The danger is forgetting that a modal code is still active. If the previous block ended with G02 and you start the next block with G01 without realizing G02 is still active, the first move of your new block will be an arc, not a line. That arc can drive the tool straight into a clamp.

Always assume the machine is in the last modal state you left it. Explicitly set G01, G17, G90 at the start of every program to clear any lingering modal codes.

Wrong Plane Selection: G17, G18, G19

G17 selects the XY plane. G18 selects XZ. G19 selects YZ. If you are cutting a profile on the top of a part, you need G17. If you accidentally leave G18 active from a previous program, your G01 X and Y moves will actually be X and Z moves. The tool will plunge into the part instead of moving across the top.

Always include G17 in your start block. It takes one line of code and it prevents a crash that could cost you a tool and a part.

Debugging Your First Programs: A Practical Approach

You wrote the code. It looks right. Now you need to run it without destroying anything.

Single Block and Dry Run

Put the machine in single block mode. The controller will execute one line of code at a time, waiting for you to press cycle start after each line. This lets you watch every move and catch errors before they happen.

Run the program with the spindle off and the Z axis raised. Watch the tool position on the machine display. Verify that every X, Y, Z move goes where you expect. If a move looks wrong, hit the feed hold, check the code, fix it, and continue.

Override and Rapid Traverse

Use feed override to slow the machine down to 5 percent or less. Use rapid override to slow rapid moves. This gives you time to react if something goes wrong. Full-speed runs are for production, not for debugging a new program.

The Air Cut Test

Before cutting actual material, run the program with the tool 50 mm above the part. This is called an air cut. The tool follows the entire path without touching anything. Watch the motion. Does it look smooth? Are there any sudden jumps? Does the tool retract to a safe height between features?

If the air cut looks good, lower the tool to 5 mm above the part and run it again. Watch closely. If that looks good, start cutting. Three steps instead of one. It takes five extra minutes and it saves you from a crash that could take an hour to clean up.

Building Simple Programs: A Walkthrough

Let us put it all together with a simple part. A 50 mm square pocket, 5 mm deep, in a 60 mm by 60 mm aluminum block.

Start block: G21 G90 G17 G40 G49 G80 G54. Safety line, check.

Tool load: T01 M06. G43 H01 Z50.0. Tool is loaded and positioned at safe height.

Spindle: M03 S8000. Spindle on at 8000 RPM for aluminum.

Rapid to start: G00 X5.0 Y5.0. Position above the pocket corner.
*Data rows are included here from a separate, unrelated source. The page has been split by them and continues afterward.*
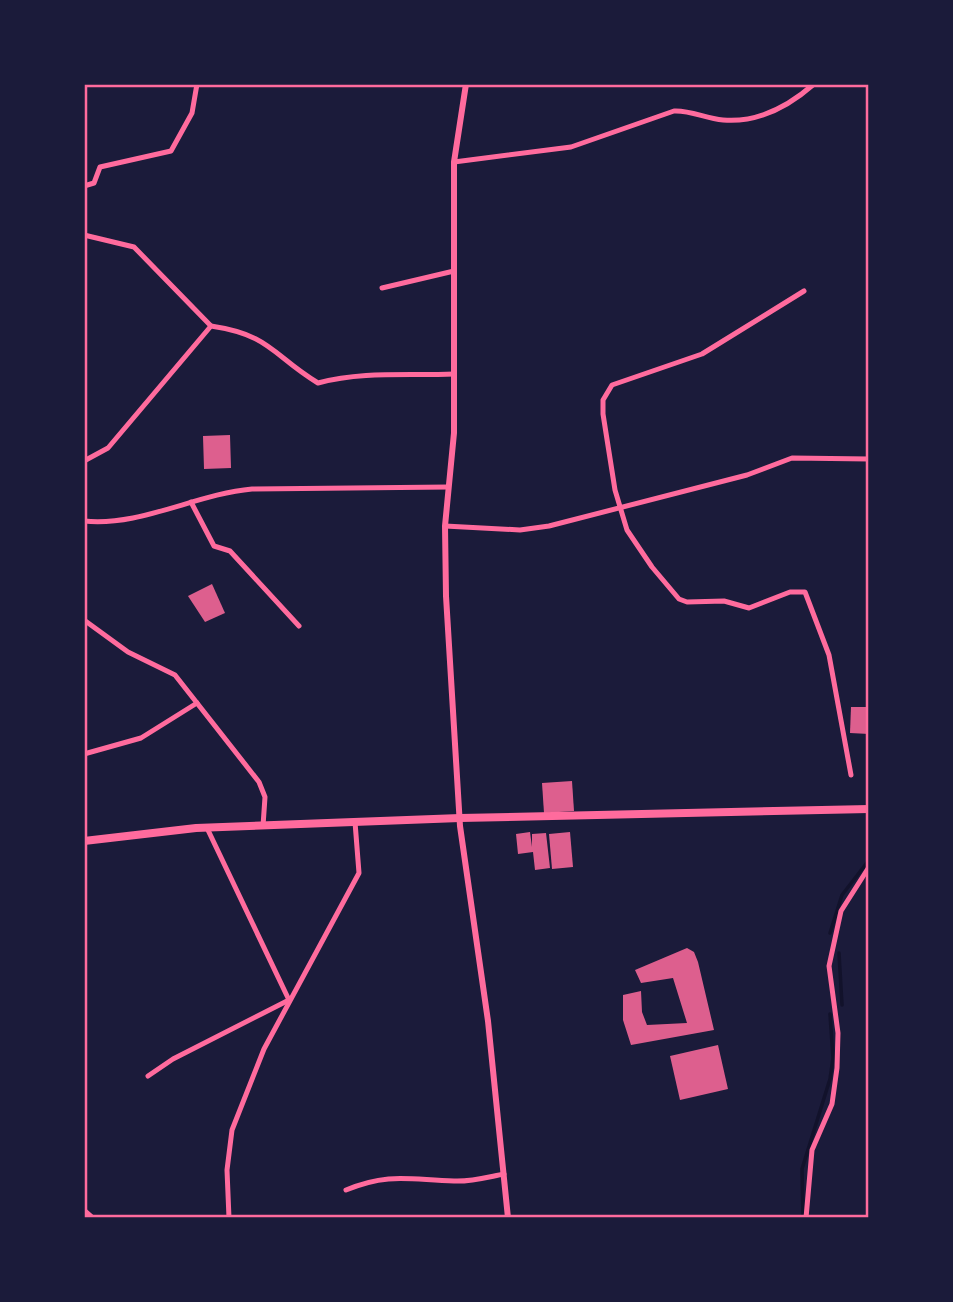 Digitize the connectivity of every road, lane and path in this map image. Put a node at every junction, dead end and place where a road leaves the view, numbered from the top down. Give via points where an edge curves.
1 (197, 84) edge
2 (466, 84) edge
3 (814, 84) edge
4 (454, 162) junction
5 (84, 186) edge
6 (84, 235) edge
7 (454, 271) junction
8 (382, 288) dead end
9 (804, 291) dead end
10 (211, 326) junction
11 (454, 373) junction
12 (869, 459) edge
13 (84, 460) edge
14 (448, 487) junction
15 (191, 502) junction
16 (619, 508) junction
17 (84, 521) edge
18 (445, 526) junction
19 (84, 620) edge
20 (299, 626) dead end
21 (197, 703) junction
22 (84, 754) edge
23 (851, 775) dead end
24 (869, 809) edge
25 (460, 818) junction
26 (355, 822) junction
27 (263, 826) junction
28 (207, 828) junction
29 (85, 838) edge
30 (869, 867) edge
31 (289, 1000) junction
32 (148, 1076) dead end
33 (504, 1174) junction
34 (346, 1190) dead end
35 (84, 1210) edge
36 (93, 1218) edge
37 (229, 1218) edge
38 (508, 1218) edge
39 (806, 1218) edge

1 - 5 street via 192,113 171,151 100,167 94,183
2 - 4 street
3 - 4 street via 773,113 749,119 723,120 674,111 570,147
4 - 7 street
6 - 10 street via 134,247
7 - 8 street
7 - 11 street
9 - 16 street via 702,354 612,385 603,400 603,414
10 - 11 street via 261,339 318,383 349,375
10 - 13 street via 107,448
11 - 14 street
12 - 16 street via 792,458 747,475
14 - 15 street via 252,489
14 - 18 street
15 - 17 street via 128,518
15 - 20 street via 214,547 230,551
16 - 18 street via 520,530
16 - 23 street via 637,547 680,599 724,601 750,608 790,592 805,592 829,655
18 - 25 street
19 - 21 street via 128,652 175,674
21 - 22 street via 141,738
21 - 27 street via 260,782 265,797
24 - 25 highway
25 - 26 highway
25 - 33 street
26 - 27 highway
26 - 31 street via 359,873
27 - 28 highway
28 - 29 highway
28 - 31 street
30 - 39 street via 841,911 829,966 838,1033 837,1068 832,1104 812,1150
31 - 32 street
31 - 37 street via 247,1086 232,1130 227,1170
33 - 34 street via 457,1182 371,1179
33 - 38 street
35 - 36 street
We start 5 mm in from the edge because the tool has a radius. If we start at X0 Y0, the tool center would be at the edge and the cutter would overcut by its radius.

Plunge: G01 Z-5.0 F100. Cut down to 5 mm depth at 100 mm per minute.

Cut the pocket: G01 X55.0 F300. G01 Y55.0. G01 X5.0. G01 Y5.0. Four lines cut the square. The feed rate is 300 mm per minute for aluminum finishing.

Retract: G00 Z50.0. Pull the tool up.

End: M05 M30. Stop and rewind.

That is a complete pocket program in about 15 lines of code. No CAM. No post-processor. Just G-code and a clear understanding of what each line does. Once you can write this, you can write anything. The rest is just more lines and more features.